Sandy was gone so Albert McSwain and his daughter wanted to get some air and view what’s outside. But after and daughter encountered a pitch-black stairwell slick with water, so McSwain’s daughter, Allison McSwain-Lockett, went back to get better navigate their way outside from the fourth floor in the Hammels Houses. When Allison came back, her father had slipped.

McSwain-Lockett immediately alerted emergency responders and they carried out McSwain from between the third and fourth floors on a stretcher. His daughter said the spinal cord of her 77-year-old father had been severed in the fall and his head had hit the concrete.

McSwain was a U.S. Army veteran who had worked for 23 years as a custodian at the city Police Academy.  After several days of treatment in the Jamaica Hospital, McSwain died. He was the 11th person in Queens whose death is attributed to the storm and his death brought the city’s total to 43, police said.

His family is now complaining that the New York City Housing Authority, which oversees the Hammels Houses in central Rockaway, had not properly secured the stairwells. The NYCHA declined to comment regarding the complaint.

McSwain-Lockett stated that the Housing Authority must have expected that under water condition, they are supposed to put out cones. They could have barricaded these doors and not allowed their tenants to leave the complex.

Relatives recalled that the deceased, McSwain was healthy, sturdy and having a big appetite for life. His daughter bought him a cake for his birthday last month, and McSwain left the bakery box string on top of the TV to show that he had finished the whole treat himself.

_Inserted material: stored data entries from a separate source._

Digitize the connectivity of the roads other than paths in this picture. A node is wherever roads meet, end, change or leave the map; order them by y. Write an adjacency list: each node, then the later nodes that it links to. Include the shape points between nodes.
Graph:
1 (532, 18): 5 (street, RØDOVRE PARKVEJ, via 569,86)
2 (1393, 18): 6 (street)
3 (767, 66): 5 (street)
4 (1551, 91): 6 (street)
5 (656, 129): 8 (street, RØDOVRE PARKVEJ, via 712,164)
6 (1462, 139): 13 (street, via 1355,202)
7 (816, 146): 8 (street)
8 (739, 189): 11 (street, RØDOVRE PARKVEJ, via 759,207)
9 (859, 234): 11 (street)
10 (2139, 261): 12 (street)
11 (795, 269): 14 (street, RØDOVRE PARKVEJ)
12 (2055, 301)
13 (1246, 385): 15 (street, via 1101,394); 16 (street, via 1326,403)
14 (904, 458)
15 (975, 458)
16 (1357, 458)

McSwain-Lockett said she had moved back to stay with her father after she was displaced from her home in Jamaica following Tropical Storm Irene and she admired his generosity. She recalled that her father never turned his back to help total strangers coming to his door.

The vet was a father of five, grandfather of 13 and great-grandfather of 10. McSwain was originally from Alabama but he moved to New York after serving in the Korean War. He was able to beat throat cancer way back in 1989, his daughter said.

A service was scheduled for Thursday between 3 p.m. and 5 p.m. at Deliverance Baptist Church, at 227-11 Linden Blvd. in Cambria Heights, with a funeral to follow at the same location between 5 p.m. and 7 p.m.